Pour certains, il ne fait pas de doute que les échecs de protections proviennent de la qualité et/ou des conditions d'application des viticulteurs. Ils soulignent qu'ils ne rencontrent pas de difficultés particulières liées à l'utilisation de ce produit, des viticulteurs ayant eu de très bons résultats avec, lors de cette campagne. C'est le cas de Frédéric Desessard, prestataire de service chez Banton & Lauret: il l'a appliqué cette année sur 170 ha de vignes en Gironde, au moment de la floraison et n'a pas remarqué de « défaillance particulière »: « le mildiou a été contenu, grâce au raccourcissement des cadences », témoigne celui-ci.
D'autres n'ont pas souhaité s'exprimer, le sujet étant « délicat et complexe ». D'autres encore reconnaissent à demi-mot « avoir, comme un certain nombre de distributeurs, fournisseurs ou institutions, lancé des analyses de monitoring de résistances, mais pas uniquement sur ce produit ».

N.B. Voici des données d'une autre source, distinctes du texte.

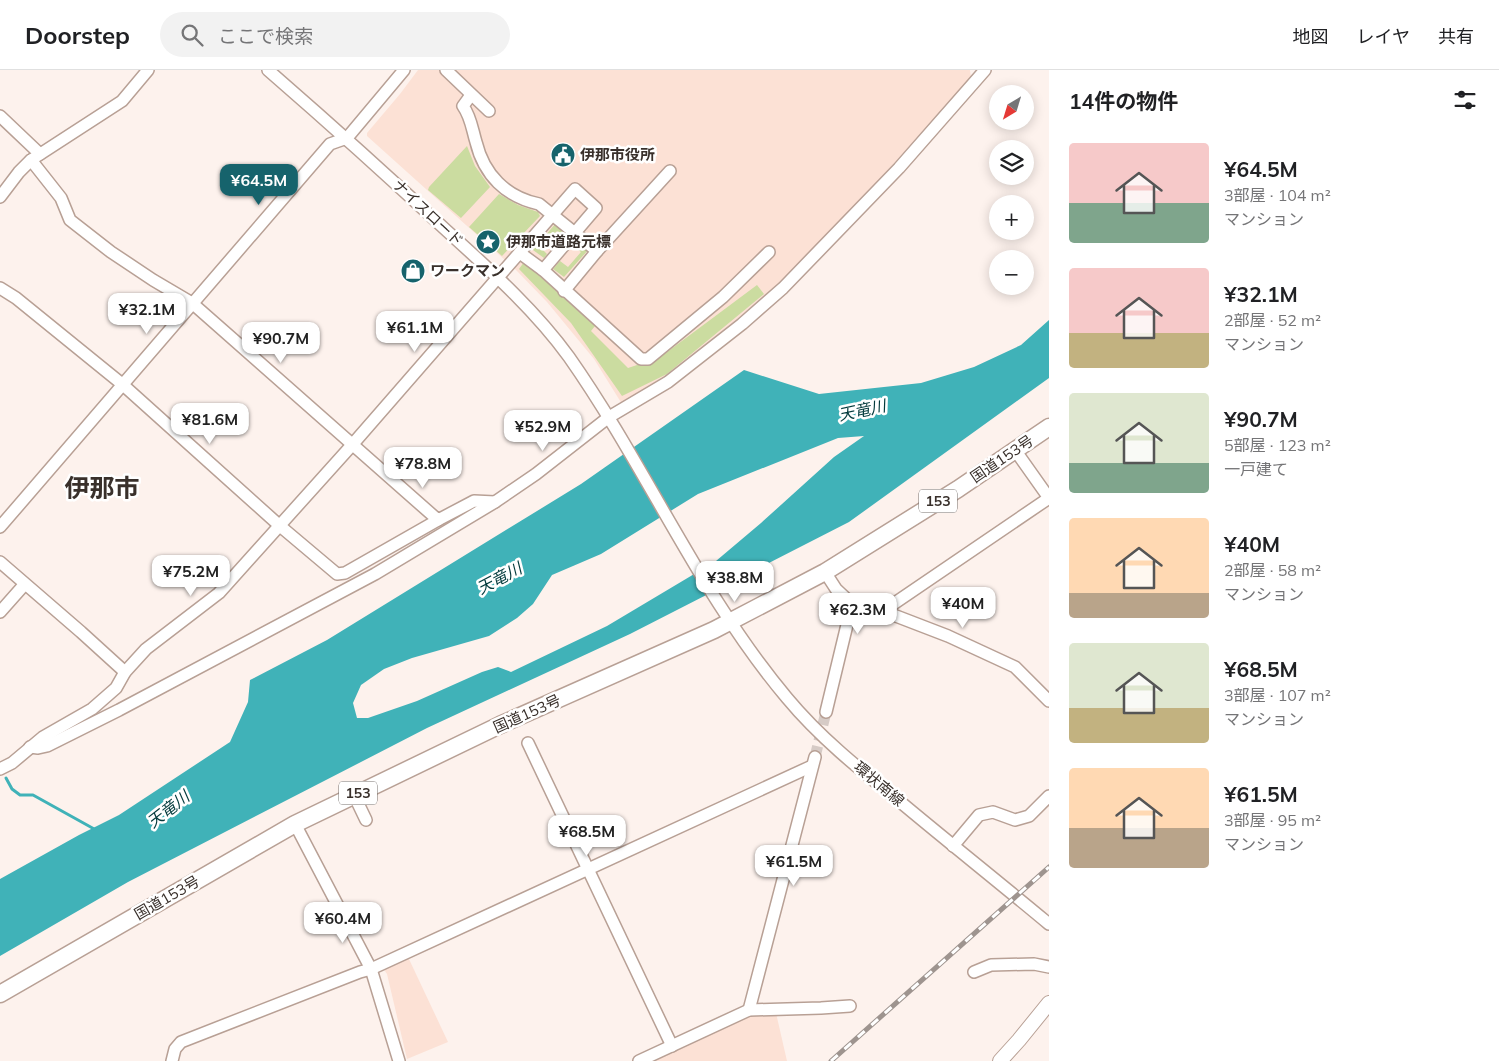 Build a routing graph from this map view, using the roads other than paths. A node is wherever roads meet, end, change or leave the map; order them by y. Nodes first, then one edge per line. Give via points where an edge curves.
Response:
1 (148, 70) edge
2 (268, 70) edge
3 (404, 70) edge
4 (446, 70) edge
5 (982, 71) edge
6 (472, 95) junction
7 (489, 111) dead end
8 (0, 116) edge
9 (347, 138) junction
10 (35, 157) junction
11 (670, 171) dead end
12 (0, 197) edge
13 (552, 214) junction
14 (575, 233) junction
15 (597, 251) junction
16 (769, 252) dead end
17 (520, 253) junction
18 (543, 270) junction
19 (498, 278) junction
20 (0, 288) edge
21 (564, 291) junction
22 (192, 303) junction
23 (122, 384) junction
24 (611, 420) junction
25 (1049, 427) edge
26 (352, 445) junction
27 (1015, 450) junction
28 (1049, 498) edge
29 (495, 502) junction
30 (438, 520) junction
31 (280, 526) junction
32 (0, 527) edge
33 (0, 562) edge
34 (825, 572) junction
35 (24, 584) junction
36 (852, 604) junction
37 (883, 611) junction
38 (0, 612) edge
39 (731, 621) junction
40 (125, 672) junction
41 (1049, 701) edge
42 (826, 712) tunnel mouth
43 (528, 743) dead end
44 (30, 747) junction
45 (0, 769) edge
46 (354, 795) junction
47 (1049, 796) edge
48 (366, 820) dead end
49 (295, 824) junction
50 (953, 846) junction
51 (588, 870) junction
52 (1049, 924) edge
53 (1049, 967) edge
54 (371, 969) junction
55 (974, 972) dead end
56 (0, 994) edge
57 (1049, 1003) edge
58 (850, 1006) dead end
59 (749, 1010) junction
60 (672, 1046) junction
61 (172, 1061) edge
62 (399, 1061) edge
63 (639, 1061) edge
64 (1000, 1061) edge

1 - 10 street via 122,100
2 - 9 street, ナイスロード
3 - 9 street
4 - 6 street
5 - 24 street via 899,168 783,288 668,382
6 - 7 street
6 - 13 street via 463,106 469,115 480,157 489,173 510,193 539,204
8 - 10 street
9 - 19 street, ナイスロード
9 - 22 street via 330,144
10 - 12 street
10 - 22 street via 61,198 70,220 125,262
11 - 15 street
13 - 14 street
13 - 14 street via 575,189 596,208
13 - 17 street
14 - 15 street
14 - 18 street
15 - 21 street
16 - 21 street via 723,297 648,359 641,359
17 - 18 street
17 - 19 street
18 - 21 street
19 - 24 street, ナイスロード via 539,319 568,355
19 - 26 street
20 - 23 street
22 - 23 street
22 - 26 street
23 - 31 street
23 - 32 street
24 - 29 street
24 - 39 street, ナイスロード
25 - 27 highway, 国道153号 / 153
26 - 30 street
26 - 31 street
27 - 28 street
27 - 34 highway, 国道153号 / 153
28 - 37 street
29 - 30 street via 474,501
29 - 44 street via 375,574 119,710 47,746
30 - 31 street via 345,573 337,574
31 - 40 street via 219,593 146,649
33 - 35 street
34 - 36 street
34 - 39 highway, 国道153号 / 153
35 - 38 street
35 - 40 street
36 - 37 street
36 - 42 street
37 - 41 street via 1015,667
39 - 46 highway, 国道153号 / 153
39 - 50 street, 環状南線 via 768,675 811,725
40 - 44 street via 116,688 92,709
43 - 51 street
44 - 45 street
46 - 48 street
46 - 49 highway, 国道153号 / 153
47 - 50 street via 1029,816 1016,820 993,812 979,814
49 - 54 street
49 - 56 highway, 国道153号 / 153
50 - 52 street, 環状南線
51 - 54 street
51 - 59 street via 814,762
51 - 60 street
53 - 55 street via 992,965
54 - 61 street via 181,1042
54 - 62 street
57 - 64 main road
58 - 59 street
59 - 60 street
60 - 63 street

Du côté du fabricant, on déclare qu'aucune baisse d'efficacité imputable à la résistance n'a été jusqu'à présent rapportée depuis le lancement du produit. Concernant les problèmes d'efficacité rencontrés par des vignerons, les échecs peuvent s'expliquer par le « contexte » : « ce produit est généralement employé lors de la période la plus critique, celle de la floraison. Cette année a été marquée par un printemps très pluvieux et des variations de tempétures importantes, avec des difficultés pour traiter au bon moment », indique Nicolas Fillot, chef marché vigne. Il est de plus appliqué après « 3 ou 4 autres » qui précèdent le Mildicut lui-même : « L'émergence du mildiou est la résultante d'une problématique qui s'est accumulée depuis le départ de la campagne, telle une cocotte-minute prête à exploser au moment critique de la floraison, période concomitante avec le traitement au Mildicut, poursuit celui-ci. Il fallait plus que jamais cette année respecter les doses, resserrer les cadences à 12 jours et préférer l'application en préventif ».Quant à un éventuel souci de lot défectueux, sa conformité est encore à l’analyse chez le formulateur. « Nous reviendrons vers notre interlocuteur dès la mise à disposition des résultats », précise Belchim.